Leadership begins by taking the first step and not waiting for others to act. As a profession, we have bemoaned the failings of politicians and bureaucrats to make the investments we believe are required to have an efficient and effective national infrastructure system—and by extension an effective and efficient competitive national economy.

We developed tools like the American Society of Civil Engineers’ report card to measure the inaction of others and have spent a considerable amount of time talking to ourselves about how bad things are and how they should be fixed.

Now is the time for us to take action and not wait for others. We must use the power we have always had by virtue of the two core activities of our professional societies: to educate and issue standards. The focus of each of these activities must shift in significant ways in order to reclaim our leadership role.

The nation’s professional engineering societies have an obligation to educate the average American. Perhaps more strongly, we must market to them, the elected officials’ “customer,” the average American citizen.

This marketing cannot be in oblique terms but must be specific and understandable. Simply put, we must educate Joe the Plumber, about whom we have heard so much in the recent election.


Our professional societies are the subject-matter experts. Joe the Plumber is the user of our nation’s infrastructure, but does he really know what it is? Does he really understand how inefficient and dangerous it is becoming? Does he understand not only what is possible in fixing our infrastructure but also the powerful economic driver it can become? Can he see the forest for the trees?

Infrastructure is invisible to Joe, and the professional societies must shine a bright light on it. We must educate Joe like there is no tomorrow, because for Joe’s children there may not be a tomorrow, at least from a competitiveness standpoint. With a strong commitment to education, others will step forward to lobby. We must define the battlefield.
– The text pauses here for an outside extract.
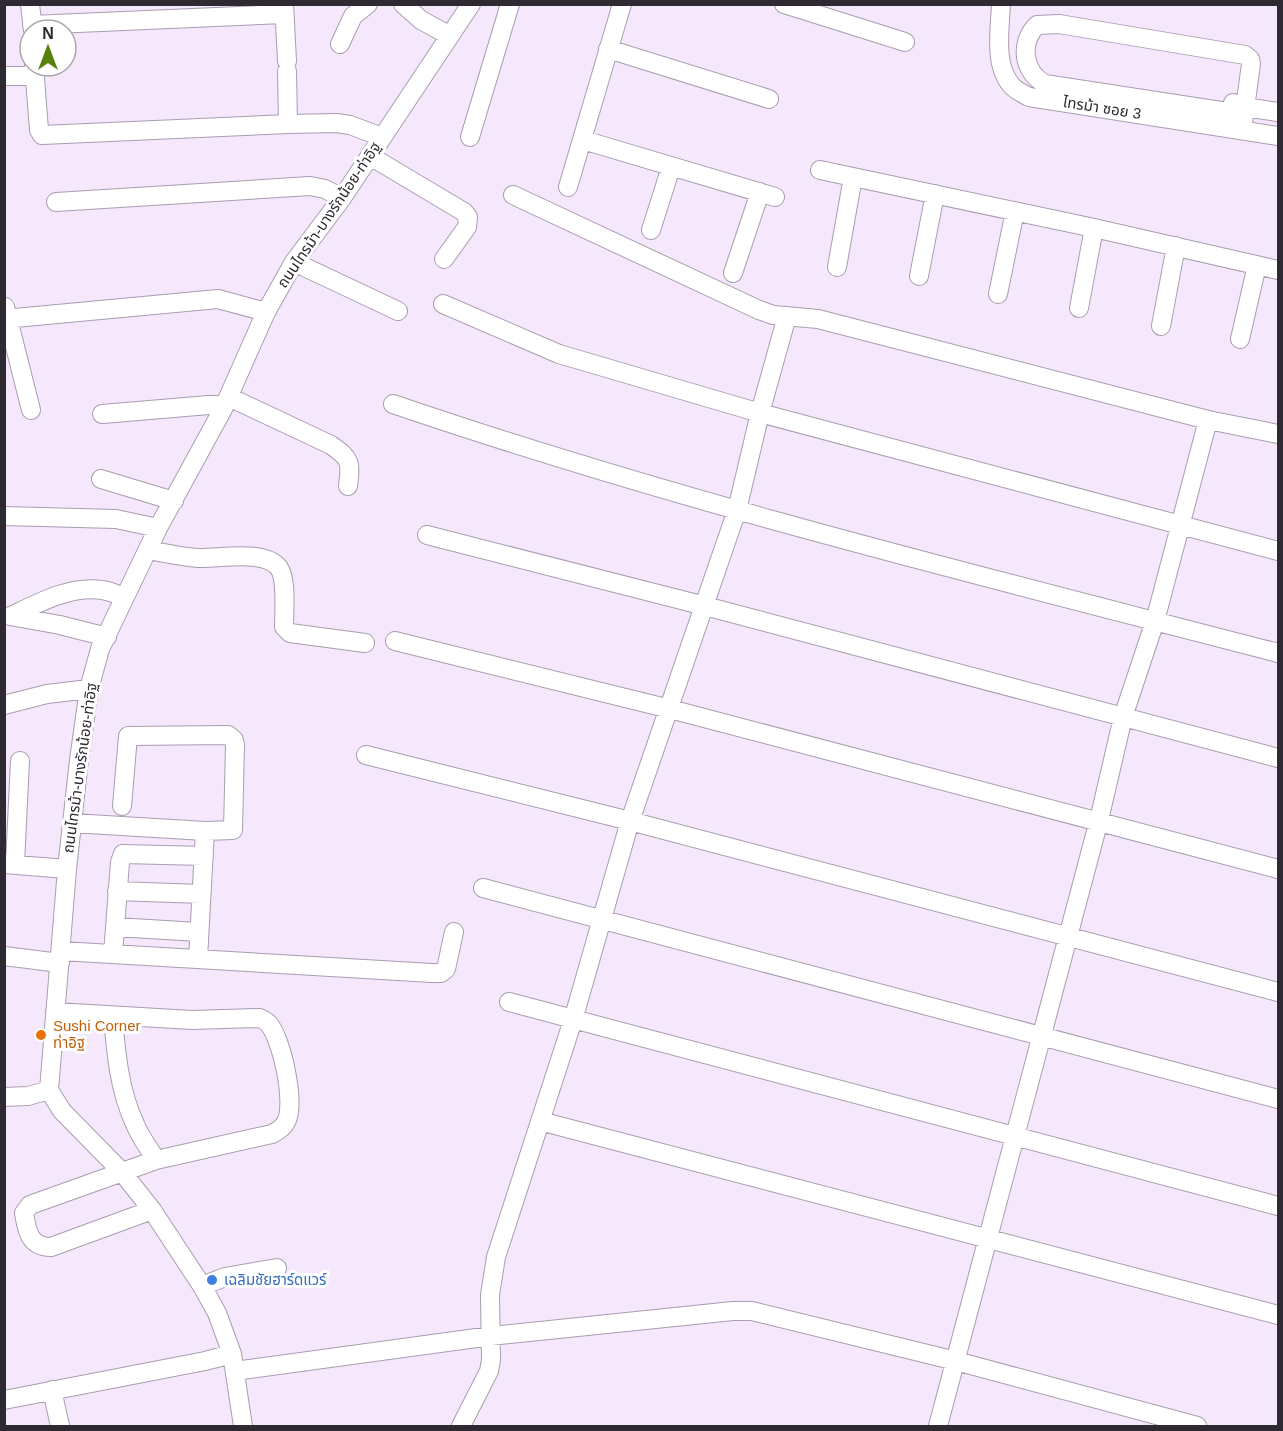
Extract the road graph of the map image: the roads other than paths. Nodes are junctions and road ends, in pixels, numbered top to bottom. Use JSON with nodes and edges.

The nation’s professional societies need to create and fund a national infrastructure education program. This is not just another nice idea but essential to the competitiveness of the U.S. engineer and our nation. Now is the time to act with one purpose and one voice. The professional societies must lead by example and not just define and applaud leadership.

Our technical societies develop with great care and diligence the technical standards that guide our design and engineering of the nation’s infrastructure. In turn, professional engineers in each state and municipality adopt these standards, or even more stringent criteria, and codify these in state regulations. The reality is that state engineers simply do not adopt less stringent regulations than the national standards, if for no other reason than not wanting the risk.

Our technical societies increasingly define the measures for determining the condition of infrastructure after it is deployed, such as ASCE standards that lead to the definition of a bridge as “structurally deficient” and “functionally obsolete.” Our technical societies have stopped short of exercising their full power with respect to causing corrective action to occur.

Technical standards should not stop at defining something as unsatisfactory; they must go one step further and lay out the methodology to determine in what time frame they must be brought up to a satisfactory level based on a full consideration of the risks they represent. For example, if a technical standard states that a bridge needs to have its condition improved within a defined time frame (based on a standard defined-risk methodology), would state engineers seek to incorporate anything less in state regulations? Would any executive or legislature ignore their own state safety regulations without peril?

Saying something is not up to standard and then quantifying it is a good first step, but now the profession must use its skills to say what needs to be done to fix it and make it right. It is not acceptable to wait for others who are without the necessary technical or understanding of infrastructure risks and potential, to make it right.

Our professional engineering societies have a true leadership opportunity at this moment in history. Do we have the courage to seize the moment?